- Information given:
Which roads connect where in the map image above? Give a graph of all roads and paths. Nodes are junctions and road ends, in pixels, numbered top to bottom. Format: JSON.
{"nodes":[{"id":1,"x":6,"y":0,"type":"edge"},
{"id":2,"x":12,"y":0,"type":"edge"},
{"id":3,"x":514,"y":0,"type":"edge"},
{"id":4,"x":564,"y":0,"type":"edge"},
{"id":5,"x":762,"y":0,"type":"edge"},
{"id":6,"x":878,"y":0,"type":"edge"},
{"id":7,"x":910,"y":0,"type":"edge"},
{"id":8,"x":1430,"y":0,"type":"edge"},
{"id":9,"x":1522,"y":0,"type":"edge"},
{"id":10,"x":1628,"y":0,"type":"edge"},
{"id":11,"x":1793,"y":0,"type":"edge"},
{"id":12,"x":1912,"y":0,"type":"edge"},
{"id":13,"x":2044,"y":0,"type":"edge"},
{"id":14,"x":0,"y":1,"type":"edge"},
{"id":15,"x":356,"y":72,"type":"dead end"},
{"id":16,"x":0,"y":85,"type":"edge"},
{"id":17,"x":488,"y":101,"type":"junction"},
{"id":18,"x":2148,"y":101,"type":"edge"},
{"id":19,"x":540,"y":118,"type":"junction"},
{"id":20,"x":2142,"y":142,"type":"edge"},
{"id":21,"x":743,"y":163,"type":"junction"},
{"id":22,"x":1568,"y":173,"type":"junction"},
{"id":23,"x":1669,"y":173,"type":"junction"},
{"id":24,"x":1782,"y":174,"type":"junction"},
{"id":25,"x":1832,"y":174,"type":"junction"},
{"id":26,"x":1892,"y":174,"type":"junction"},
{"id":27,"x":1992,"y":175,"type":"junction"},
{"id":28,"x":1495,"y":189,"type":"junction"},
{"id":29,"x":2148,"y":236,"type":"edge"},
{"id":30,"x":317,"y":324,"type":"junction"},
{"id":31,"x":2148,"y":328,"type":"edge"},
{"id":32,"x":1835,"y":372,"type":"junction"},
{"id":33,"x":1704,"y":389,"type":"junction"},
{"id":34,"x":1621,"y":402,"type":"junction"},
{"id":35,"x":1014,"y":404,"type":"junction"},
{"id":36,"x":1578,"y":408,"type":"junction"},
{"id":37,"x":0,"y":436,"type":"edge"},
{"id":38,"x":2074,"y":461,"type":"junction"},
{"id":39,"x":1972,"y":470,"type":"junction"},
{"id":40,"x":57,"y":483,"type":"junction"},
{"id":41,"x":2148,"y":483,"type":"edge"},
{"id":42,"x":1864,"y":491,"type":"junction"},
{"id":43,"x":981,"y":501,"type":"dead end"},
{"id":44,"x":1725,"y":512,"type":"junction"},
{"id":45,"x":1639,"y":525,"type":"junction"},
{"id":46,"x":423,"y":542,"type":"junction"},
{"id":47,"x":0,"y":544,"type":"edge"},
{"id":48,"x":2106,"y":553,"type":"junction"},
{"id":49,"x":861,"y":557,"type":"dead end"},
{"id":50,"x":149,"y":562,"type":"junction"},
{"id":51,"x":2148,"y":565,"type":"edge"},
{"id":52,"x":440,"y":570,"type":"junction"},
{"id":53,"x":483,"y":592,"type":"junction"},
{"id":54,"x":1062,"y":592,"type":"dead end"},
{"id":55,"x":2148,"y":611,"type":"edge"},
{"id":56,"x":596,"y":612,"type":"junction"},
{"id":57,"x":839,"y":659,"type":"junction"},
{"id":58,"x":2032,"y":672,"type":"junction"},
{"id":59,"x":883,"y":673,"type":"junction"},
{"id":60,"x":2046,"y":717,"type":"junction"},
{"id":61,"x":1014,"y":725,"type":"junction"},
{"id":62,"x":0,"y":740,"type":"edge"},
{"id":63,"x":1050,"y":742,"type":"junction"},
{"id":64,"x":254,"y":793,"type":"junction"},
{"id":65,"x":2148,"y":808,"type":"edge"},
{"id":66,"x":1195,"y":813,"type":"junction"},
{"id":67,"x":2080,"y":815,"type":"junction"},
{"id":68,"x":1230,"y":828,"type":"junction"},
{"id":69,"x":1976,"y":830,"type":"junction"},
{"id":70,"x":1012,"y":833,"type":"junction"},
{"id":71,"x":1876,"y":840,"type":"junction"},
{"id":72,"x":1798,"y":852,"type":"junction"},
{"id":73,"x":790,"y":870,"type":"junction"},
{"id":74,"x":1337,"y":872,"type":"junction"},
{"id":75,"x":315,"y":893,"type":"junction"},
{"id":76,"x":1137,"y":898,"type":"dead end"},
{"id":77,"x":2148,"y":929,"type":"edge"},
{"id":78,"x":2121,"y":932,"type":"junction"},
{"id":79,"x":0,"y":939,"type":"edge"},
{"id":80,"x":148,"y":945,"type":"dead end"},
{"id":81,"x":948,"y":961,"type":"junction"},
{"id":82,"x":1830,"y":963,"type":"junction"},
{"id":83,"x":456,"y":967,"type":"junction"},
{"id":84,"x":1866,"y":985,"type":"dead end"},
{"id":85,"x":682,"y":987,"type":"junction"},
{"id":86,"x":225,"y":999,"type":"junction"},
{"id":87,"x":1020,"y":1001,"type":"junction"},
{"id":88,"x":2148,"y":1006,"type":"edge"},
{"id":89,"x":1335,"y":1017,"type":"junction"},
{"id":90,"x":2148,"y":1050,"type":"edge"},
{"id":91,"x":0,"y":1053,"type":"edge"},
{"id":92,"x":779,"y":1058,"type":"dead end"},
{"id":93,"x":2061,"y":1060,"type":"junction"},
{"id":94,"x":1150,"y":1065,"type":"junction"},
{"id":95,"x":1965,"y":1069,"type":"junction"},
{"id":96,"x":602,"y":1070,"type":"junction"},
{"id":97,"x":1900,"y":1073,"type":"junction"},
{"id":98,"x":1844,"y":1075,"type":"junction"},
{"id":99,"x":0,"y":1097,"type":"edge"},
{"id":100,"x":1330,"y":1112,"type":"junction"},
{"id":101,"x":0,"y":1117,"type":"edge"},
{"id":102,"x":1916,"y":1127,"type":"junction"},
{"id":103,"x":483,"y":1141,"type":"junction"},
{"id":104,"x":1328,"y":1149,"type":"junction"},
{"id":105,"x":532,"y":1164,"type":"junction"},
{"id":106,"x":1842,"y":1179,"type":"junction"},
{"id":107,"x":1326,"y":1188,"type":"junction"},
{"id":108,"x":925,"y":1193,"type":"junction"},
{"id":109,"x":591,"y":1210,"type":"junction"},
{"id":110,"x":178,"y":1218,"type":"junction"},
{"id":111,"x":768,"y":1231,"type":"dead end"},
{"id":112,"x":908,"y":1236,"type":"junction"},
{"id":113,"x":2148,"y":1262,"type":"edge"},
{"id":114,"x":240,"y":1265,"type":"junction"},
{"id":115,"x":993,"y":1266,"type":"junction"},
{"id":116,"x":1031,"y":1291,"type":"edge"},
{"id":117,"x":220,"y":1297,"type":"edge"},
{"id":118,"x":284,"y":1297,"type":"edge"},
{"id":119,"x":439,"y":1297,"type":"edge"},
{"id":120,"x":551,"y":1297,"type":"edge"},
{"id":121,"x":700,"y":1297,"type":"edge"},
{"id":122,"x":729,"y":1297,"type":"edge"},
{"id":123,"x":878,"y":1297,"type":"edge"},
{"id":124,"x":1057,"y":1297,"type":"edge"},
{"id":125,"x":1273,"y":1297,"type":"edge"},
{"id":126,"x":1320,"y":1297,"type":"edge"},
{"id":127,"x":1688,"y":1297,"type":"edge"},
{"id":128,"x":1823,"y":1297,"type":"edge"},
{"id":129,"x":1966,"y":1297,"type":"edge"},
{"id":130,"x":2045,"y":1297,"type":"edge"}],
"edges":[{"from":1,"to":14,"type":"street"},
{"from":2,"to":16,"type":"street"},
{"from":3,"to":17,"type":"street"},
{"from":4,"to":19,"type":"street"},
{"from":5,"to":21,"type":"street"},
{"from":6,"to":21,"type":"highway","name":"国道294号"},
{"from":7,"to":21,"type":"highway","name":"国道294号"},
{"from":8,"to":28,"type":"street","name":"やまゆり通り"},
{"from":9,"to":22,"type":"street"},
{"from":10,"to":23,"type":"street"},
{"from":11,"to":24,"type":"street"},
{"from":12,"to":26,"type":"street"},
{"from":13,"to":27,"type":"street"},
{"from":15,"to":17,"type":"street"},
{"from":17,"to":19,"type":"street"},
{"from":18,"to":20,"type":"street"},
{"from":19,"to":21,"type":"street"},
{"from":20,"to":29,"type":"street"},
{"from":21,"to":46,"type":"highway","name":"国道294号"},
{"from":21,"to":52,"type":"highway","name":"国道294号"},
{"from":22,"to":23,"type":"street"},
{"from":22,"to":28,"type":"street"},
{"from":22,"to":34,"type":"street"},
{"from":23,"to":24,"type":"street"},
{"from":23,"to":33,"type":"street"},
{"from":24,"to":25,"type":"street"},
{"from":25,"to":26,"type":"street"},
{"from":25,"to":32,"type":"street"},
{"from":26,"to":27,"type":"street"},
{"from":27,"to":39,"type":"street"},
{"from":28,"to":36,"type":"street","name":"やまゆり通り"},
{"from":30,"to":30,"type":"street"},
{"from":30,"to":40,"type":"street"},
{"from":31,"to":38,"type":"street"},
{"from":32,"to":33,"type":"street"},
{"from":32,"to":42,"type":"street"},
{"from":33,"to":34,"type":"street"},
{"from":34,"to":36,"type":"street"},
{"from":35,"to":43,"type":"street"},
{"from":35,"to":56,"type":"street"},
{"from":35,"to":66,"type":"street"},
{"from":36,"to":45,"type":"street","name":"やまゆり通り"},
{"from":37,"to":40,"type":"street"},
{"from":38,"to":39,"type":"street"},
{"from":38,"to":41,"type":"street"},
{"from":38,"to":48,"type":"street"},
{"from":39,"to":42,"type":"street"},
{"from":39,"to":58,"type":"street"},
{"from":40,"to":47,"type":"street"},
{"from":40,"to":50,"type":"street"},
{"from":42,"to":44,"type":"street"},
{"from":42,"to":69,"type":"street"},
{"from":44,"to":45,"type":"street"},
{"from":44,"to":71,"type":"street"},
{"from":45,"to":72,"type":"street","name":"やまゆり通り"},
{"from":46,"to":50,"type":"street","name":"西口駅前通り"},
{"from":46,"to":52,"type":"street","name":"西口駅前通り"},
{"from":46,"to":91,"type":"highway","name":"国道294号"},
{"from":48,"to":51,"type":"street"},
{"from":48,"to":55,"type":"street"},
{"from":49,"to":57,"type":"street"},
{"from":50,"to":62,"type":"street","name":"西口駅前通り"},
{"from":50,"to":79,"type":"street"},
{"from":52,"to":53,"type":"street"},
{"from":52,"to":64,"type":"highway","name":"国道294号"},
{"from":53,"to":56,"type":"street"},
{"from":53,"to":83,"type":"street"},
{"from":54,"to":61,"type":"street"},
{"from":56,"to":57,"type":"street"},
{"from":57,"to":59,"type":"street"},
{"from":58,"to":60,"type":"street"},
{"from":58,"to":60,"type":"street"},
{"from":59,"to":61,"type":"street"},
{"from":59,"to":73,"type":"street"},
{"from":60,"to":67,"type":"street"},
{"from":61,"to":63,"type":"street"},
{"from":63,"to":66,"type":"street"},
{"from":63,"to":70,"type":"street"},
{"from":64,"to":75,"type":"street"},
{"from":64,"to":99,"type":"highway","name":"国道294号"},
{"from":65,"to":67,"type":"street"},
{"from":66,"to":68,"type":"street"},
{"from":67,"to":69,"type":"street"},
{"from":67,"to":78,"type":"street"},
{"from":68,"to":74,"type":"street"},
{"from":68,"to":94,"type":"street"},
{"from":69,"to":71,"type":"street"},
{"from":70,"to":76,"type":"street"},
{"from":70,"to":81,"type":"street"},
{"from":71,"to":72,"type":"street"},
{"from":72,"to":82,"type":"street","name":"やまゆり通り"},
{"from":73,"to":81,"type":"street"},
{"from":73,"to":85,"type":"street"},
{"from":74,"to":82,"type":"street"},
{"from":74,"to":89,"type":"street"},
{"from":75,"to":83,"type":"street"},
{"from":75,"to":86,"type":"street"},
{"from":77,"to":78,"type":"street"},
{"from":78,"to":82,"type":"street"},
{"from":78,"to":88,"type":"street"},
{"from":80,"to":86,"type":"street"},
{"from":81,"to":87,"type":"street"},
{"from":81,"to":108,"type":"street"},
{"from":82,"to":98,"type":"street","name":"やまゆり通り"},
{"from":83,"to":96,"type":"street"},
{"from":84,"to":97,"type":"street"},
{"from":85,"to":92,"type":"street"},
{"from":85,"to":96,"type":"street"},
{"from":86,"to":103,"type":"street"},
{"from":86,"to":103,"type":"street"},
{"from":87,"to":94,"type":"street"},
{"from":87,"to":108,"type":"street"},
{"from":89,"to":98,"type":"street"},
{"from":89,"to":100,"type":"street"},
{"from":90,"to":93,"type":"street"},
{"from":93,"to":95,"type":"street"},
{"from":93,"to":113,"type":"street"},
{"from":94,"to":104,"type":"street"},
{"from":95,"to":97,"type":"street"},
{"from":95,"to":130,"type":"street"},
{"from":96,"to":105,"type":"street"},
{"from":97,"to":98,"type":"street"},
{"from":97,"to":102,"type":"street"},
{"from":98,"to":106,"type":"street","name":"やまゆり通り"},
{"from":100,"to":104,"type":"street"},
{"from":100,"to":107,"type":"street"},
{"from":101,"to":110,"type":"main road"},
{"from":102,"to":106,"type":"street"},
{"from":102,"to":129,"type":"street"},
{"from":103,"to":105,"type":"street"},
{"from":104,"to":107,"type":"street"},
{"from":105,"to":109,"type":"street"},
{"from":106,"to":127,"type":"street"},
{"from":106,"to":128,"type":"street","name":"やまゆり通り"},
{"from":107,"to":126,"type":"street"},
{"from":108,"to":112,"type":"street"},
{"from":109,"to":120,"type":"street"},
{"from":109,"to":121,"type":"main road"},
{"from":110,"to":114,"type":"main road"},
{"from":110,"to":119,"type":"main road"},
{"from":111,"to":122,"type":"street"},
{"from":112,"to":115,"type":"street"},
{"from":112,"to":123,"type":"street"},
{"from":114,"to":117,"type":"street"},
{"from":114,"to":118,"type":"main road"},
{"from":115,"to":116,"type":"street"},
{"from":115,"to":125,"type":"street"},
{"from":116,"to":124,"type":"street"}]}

- Exercise brief: Filter the lines above so that only those with the string "西口駅前通り" remain, then copy them.

- Exercise result:
{"from":46,"to":50,"type":"street","name":"西口駅前通り"},
{"from":46,"to":52,"type":"street","name":"西口駅前通り"},
{"from":50,"to":62,"type":"street","name":"西口駅前通り"},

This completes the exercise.